Collected data
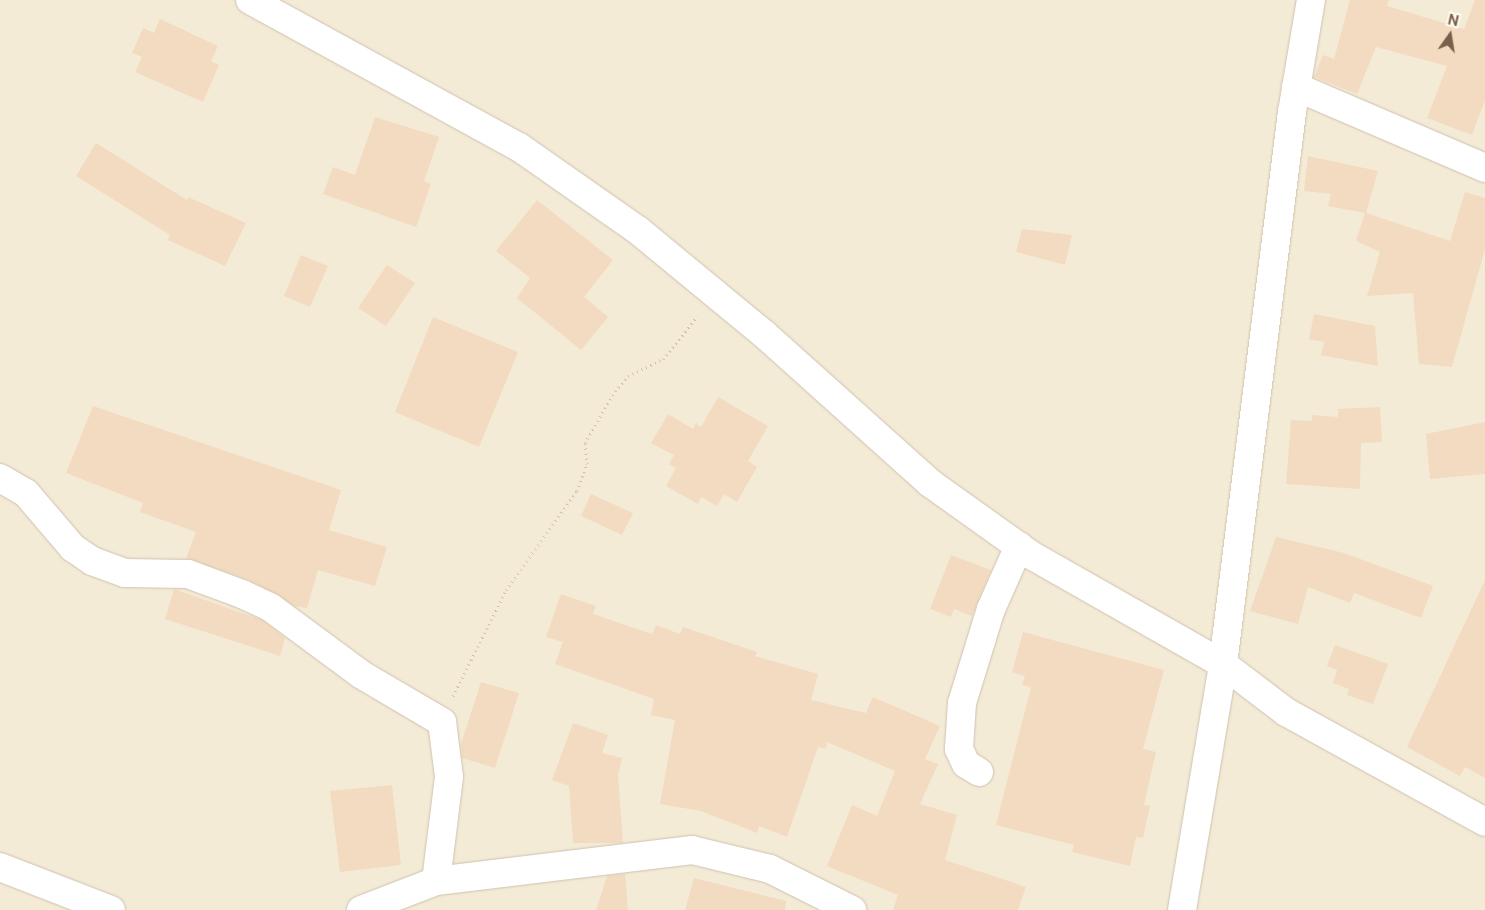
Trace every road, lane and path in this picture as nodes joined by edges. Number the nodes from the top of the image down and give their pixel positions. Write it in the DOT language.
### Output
graph roads {
  1 [pos="250,0"];
  2 [pos="1311,0"];
  3 [pos="1296,87"];
  4 [pos="1485,168"];
  5 [pos="717,296"];
  6 [pos="0,478"];
  7 [pos="1019,546"];
  8 [pos="1223,664"];
  9 [pos="442,722"];
  10 [pos="979,772"];
  11 [pos="1485,822"];
  12 [pos="0,867"];
  13 [pos="436,881"];
  14 [pos="111,910"];
  15 [pos="361,910"];
  16 [pos="852,910"];
  17 [pos="1182,910"];
  1 -- 5 [label="street"];
  2 -- 3 [label="street"];
  3 -- 4 [label="street"];
  3 -- 8 [label="street"];
  5 -- 7 [label="street"];
  5 -- 9 [label="path"];
  6 -- 9 [label="street"];
  7 -- 8 [label="street"];
  7 -- 10 [label="street"];
  8 -- 11 [label="street"];
  8 -- 17 [label="street"];
  9 -- 13 [label="street"];
  12 -- 14 [label="street"];
  13 -- 15 [label="street"];
  13 -- 16 [label="street"];
}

● **WHAT IS BEING ASKED**: Set down each of the records precisely, leaving any pictures behind.

● **TASK OUTPUT**:
Trace every road, lane and path in this picture as nodes joined by edges. Number the nodes from the top of the image down and give their pixel positions. Write it in the DOT language.
### Output
graph roads {
  1 [pos="250,0"];
  2 [pos="1311,0"];
  3 [pos="1296,87"];
  4 [pos="1485,168"];
  5 [pos="717,296"];
  6 [pos="0,478"];
  7 [pos="1019,546"];
  8 [pos="1223,664"];
  9 [pos="442,722"];
  10 [pos="979,772"];
  11 [pos="1485,822"];
  12 [pos="0,867"];
  13 [pos="436,881"];
  14 [pos="111,910"];
  15 [pos="361,910"];
  16 [pos="852,910"];
  17 [pos="1182,910"];
  1 -- 5 [label="street"];
  2 -- 3 [label="street"];
  3 -- 4 [label="street"];
  3 -- 8 [label="street"];
  5 -- 7 [label="street"];
  5 -- 9 [label="path"];
  6 -- 9 [label="street"];
  7 -- 8 [label="street"];
  7 -- 10 [label="street"];
  8 -- 11 [label="street"];
  8 -- 17 [label="street"];
  9 -- 13 [label="street"];
  12 -- 14 [label="street"];
  13 -- 15 [label="street"];
  13 -- 16 [label="street"];
}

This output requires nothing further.